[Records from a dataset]

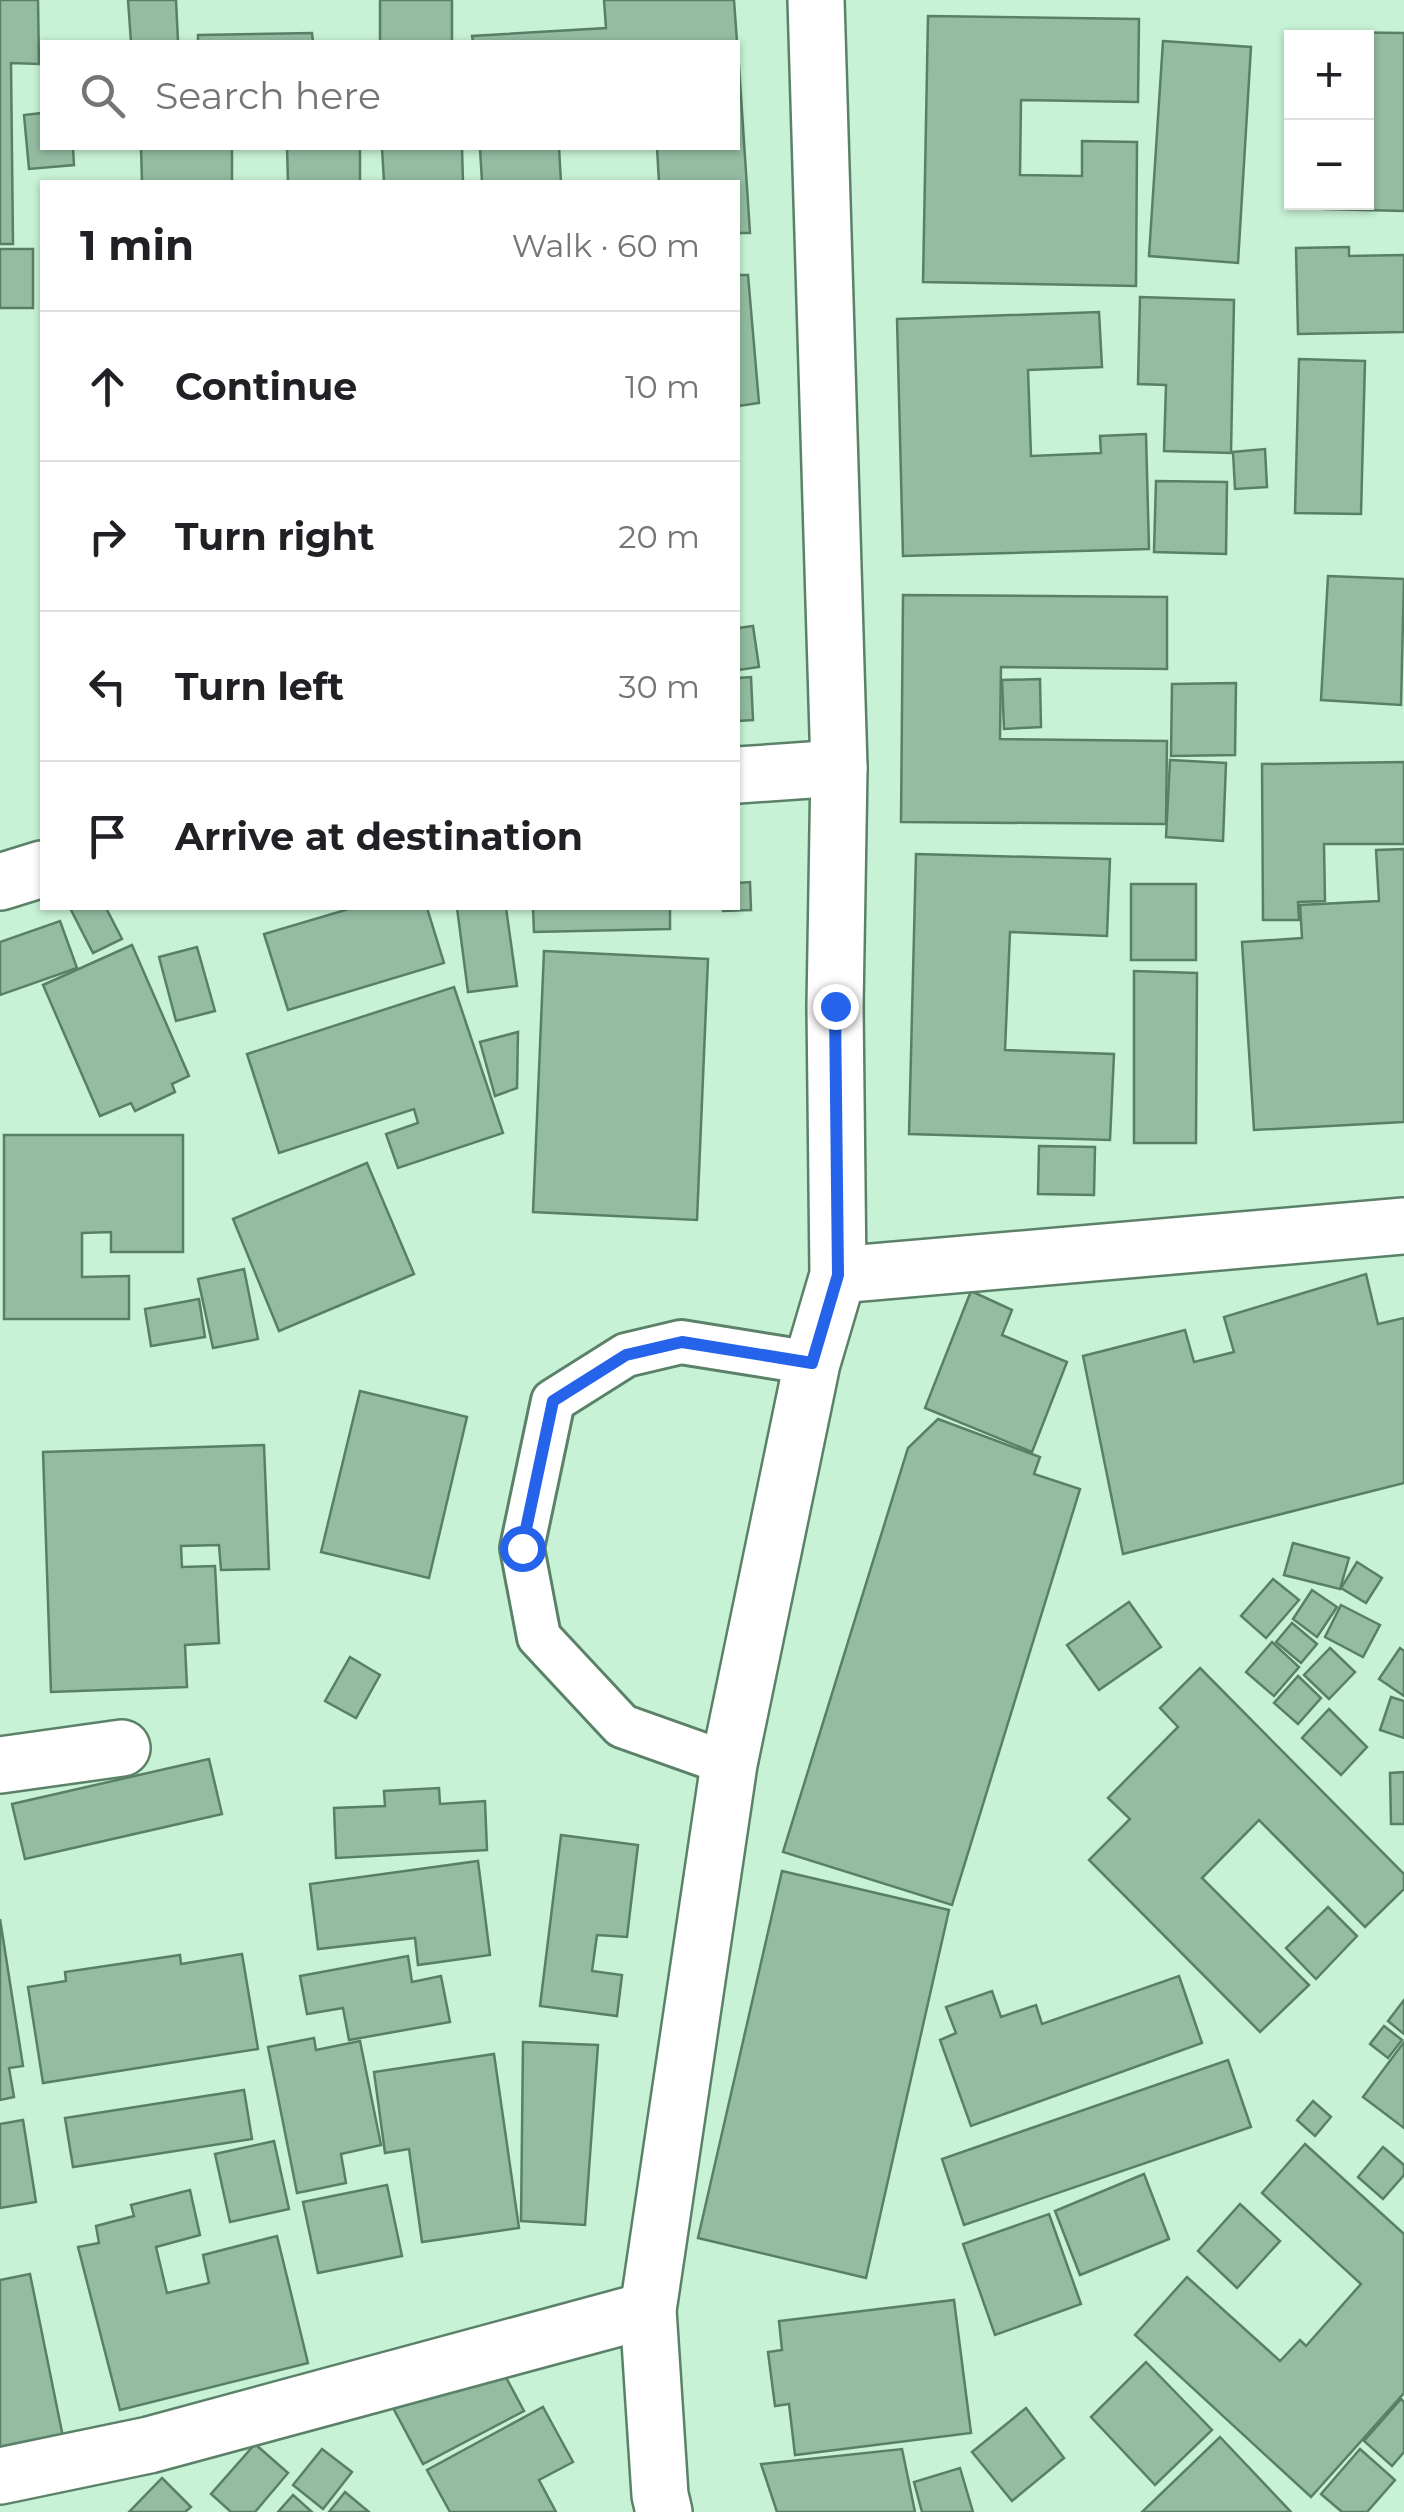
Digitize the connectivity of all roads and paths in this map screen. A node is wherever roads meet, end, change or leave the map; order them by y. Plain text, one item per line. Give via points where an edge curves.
1 (816, 0) edge
2 (839, 768) junction
3 (740, 775) edge
4 (40, 871) edge
5 (0, 882) edge
6 (1404, 1226) edge
7 (838, 1275) junction
8 (812, 1363) junction
9 (122, 1748) dead end
10 (0, 1764) edge
11 (729, 1764) junction
12 (648, 2310) junction
13 (0, 2476) edge
14 (664, 2512) edge

1 - 2 street
2 - 3 street
2 - 7 street
4 - 5 street
6 - 7 street
7 - 8 street
8 - 11 street
8 - 11 lane via 682,1342 626,1355 553,1401 522,1548 540,1637 622,1726
9 - 10 street
11 - 12 street
12 - 13 street via 149,2445
12 - 14 street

Directions for this task: Copy the records above exactly, omitting every picture.

Problem solution:
Digitize the connectivity of all roads and paths in this map screen. A node is wherever roads meet, end, change or leave the map; order them by y. Plain text, one item per line. Give via points where an edge curves.
1 (816, 0) edge
2 (839, 768) junction
3 (740, 775) edge
4 (40, 871) edge
5 (0, 882) edge
6 (1404, 1226) edge
7 (838, 1275) junction
8 (812, 1363) junction
9 (122, 1748) dead end
10 (0, 1764) edge
11 (729, 1764) junction
12 (648, 2310) junction
13 (0, 2476) edge
14 (664, 2512) edge

1 - 2 street
2 - 3 street
2 - 7 street
4 - 5 street
6 - 7 street
7 - 8 street
8 - 11 street
8 - 11 lane via 682,1342 626,1355 553,1401 522,1548 540,1637 622,1726
9 - 10 street
11 - 12 street
12 - 13 street via 149,2445
12 - 14 street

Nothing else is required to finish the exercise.